## WHAT TO DO
Wherever the string "Grasiger" turns up in the data, copy the whole line.

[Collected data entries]
☆ ☆ ☆ ☆ ☆ ☆ ☆

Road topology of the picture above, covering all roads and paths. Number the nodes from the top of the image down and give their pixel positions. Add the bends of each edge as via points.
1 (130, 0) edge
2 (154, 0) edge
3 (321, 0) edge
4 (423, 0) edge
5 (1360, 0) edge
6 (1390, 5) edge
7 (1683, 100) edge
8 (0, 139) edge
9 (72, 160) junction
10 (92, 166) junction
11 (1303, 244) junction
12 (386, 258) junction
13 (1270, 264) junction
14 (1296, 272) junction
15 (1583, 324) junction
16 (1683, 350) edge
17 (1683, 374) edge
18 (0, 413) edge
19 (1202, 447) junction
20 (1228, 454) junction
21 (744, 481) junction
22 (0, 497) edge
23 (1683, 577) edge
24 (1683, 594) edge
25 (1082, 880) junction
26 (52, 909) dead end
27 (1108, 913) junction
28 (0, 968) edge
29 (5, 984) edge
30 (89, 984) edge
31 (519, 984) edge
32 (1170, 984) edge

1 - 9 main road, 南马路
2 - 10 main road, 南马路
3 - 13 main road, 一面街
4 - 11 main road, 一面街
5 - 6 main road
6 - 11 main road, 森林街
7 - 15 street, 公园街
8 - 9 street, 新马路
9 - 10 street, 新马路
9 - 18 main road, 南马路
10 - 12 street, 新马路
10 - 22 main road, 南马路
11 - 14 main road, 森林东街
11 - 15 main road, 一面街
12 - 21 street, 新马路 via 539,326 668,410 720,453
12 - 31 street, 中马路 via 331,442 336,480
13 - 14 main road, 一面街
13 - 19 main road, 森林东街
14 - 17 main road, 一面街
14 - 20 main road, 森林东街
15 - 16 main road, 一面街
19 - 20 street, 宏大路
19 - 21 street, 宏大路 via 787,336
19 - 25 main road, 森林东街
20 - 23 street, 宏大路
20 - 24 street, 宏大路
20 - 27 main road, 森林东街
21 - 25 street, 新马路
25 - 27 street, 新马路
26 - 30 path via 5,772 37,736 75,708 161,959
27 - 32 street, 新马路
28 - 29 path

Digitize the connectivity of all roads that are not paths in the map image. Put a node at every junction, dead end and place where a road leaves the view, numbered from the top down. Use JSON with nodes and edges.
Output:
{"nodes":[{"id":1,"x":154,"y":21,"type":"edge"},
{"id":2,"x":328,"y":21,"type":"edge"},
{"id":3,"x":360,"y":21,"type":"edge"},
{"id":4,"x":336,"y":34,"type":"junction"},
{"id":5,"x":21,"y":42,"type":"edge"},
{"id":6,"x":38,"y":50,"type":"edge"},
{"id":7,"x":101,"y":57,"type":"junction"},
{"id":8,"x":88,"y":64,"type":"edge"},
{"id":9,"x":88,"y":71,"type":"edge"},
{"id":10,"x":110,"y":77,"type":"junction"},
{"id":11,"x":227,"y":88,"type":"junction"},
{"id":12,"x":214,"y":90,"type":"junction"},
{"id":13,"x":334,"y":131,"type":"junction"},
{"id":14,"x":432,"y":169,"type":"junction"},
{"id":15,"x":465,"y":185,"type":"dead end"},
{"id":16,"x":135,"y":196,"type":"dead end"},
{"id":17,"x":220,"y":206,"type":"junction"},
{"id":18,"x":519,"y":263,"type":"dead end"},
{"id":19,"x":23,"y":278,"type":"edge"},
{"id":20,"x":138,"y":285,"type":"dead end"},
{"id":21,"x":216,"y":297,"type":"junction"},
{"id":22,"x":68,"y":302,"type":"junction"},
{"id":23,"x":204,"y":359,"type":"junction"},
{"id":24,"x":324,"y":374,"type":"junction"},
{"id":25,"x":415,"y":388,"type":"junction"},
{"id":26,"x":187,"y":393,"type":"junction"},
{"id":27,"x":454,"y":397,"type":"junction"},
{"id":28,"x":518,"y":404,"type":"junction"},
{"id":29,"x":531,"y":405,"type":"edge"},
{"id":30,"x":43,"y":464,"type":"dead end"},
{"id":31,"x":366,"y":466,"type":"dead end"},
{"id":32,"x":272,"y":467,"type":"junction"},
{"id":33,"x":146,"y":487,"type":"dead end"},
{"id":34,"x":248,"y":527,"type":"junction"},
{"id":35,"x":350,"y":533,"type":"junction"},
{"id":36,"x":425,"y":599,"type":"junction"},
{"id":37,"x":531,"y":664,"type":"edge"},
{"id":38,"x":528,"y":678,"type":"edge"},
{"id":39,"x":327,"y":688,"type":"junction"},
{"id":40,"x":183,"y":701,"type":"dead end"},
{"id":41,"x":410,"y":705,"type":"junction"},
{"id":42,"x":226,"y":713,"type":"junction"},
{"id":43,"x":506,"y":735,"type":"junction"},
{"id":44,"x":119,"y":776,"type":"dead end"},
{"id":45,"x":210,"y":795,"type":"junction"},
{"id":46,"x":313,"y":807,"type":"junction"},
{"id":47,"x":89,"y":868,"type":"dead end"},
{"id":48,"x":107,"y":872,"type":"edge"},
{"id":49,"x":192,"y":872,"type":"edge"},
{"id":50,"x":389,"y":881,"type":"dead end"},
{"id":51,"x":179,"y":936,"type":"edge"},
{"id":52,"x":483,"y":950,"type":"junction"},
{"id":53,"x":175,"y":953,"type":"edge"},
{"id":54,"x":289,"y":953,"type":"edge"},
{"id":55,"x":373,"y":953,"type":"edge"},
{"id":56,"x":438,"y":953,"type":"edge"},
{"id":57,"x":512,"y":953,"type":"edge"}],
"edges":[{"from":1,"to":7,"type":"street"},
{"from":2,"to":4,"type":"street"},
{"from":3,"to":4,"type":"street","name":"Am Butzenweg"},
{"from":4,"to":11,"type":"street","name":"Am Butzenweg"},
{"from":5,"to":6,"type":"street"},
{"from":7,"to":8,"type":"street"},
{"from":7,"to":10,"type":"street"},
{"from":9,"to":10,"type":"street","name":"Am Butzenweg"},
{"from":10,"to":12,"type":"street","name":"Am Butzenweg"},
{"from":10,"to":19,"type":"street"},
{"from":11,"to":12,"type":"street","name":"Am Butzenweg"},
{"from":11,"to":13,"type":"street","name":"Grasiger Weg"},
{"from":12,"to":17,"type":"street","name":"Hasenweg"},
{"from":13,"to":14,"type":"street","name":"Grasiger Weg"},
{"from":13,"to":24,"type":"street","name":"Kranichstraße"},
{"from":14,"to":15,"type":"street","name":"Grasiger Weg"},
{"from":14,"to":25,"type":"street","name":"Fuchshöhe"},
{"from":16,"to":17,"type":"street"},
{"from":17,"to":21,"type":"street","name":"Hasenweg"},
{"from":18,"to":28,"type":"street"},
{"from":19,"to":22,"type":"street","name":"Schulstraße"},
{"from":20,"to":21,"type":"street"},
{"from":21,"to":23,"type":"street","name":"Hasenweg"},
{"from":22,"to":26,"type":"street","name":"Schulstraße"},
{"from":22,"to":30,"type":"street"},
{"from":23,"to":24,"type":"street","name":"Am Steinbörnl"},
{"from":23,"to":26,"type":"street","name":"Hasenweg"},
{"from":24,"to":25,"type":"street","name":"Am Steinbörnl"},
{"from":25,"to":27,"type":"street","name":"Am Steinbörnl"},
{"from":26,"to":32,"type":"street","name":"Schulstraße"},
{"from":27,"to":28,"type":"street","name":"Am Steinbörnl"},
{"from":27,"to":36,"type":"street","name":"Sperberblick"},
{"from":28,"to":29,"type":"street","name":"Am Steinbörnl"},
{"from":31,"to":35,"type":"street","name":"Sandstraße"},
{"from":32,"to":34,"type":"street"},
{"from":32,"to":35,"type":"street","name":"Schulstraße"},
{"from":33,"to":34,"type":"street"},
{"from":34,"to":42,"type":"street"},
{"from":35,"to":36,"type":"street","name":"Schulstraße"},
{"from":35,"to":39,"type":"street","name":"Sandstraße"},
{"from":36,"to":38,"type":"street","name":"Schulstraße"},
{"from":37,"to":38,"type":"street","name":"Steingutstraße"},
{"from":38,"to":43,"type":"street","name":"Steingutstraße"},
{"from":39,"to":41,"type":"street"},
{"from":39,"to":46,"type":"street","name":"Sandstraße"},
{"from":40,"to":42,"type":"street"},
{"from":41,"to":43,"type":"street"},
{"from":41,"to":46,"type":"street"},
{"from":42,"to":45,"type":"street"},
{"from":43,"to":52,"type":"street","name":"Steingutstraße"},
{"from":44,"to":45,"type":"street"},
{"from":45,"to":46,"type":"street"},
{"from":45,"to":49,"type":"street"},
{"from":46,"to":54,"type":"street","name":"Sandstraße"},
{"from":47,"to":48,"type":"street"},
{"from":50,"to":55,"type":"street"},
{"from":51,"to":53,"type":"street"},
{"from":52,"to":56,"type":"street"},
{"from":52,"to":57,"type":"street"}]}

☆ ☆ ☆ ☆ ☆ ☆ ☆

## REPLY
{"from":11,"to":13,"type":"street","name":"Grasiger Weg"},
{"from":13,"to":14,"type":"street","name":"Grasiger Weg"},
{"from":14,"to":15,"type":"street","name":"Grasiger Weg"},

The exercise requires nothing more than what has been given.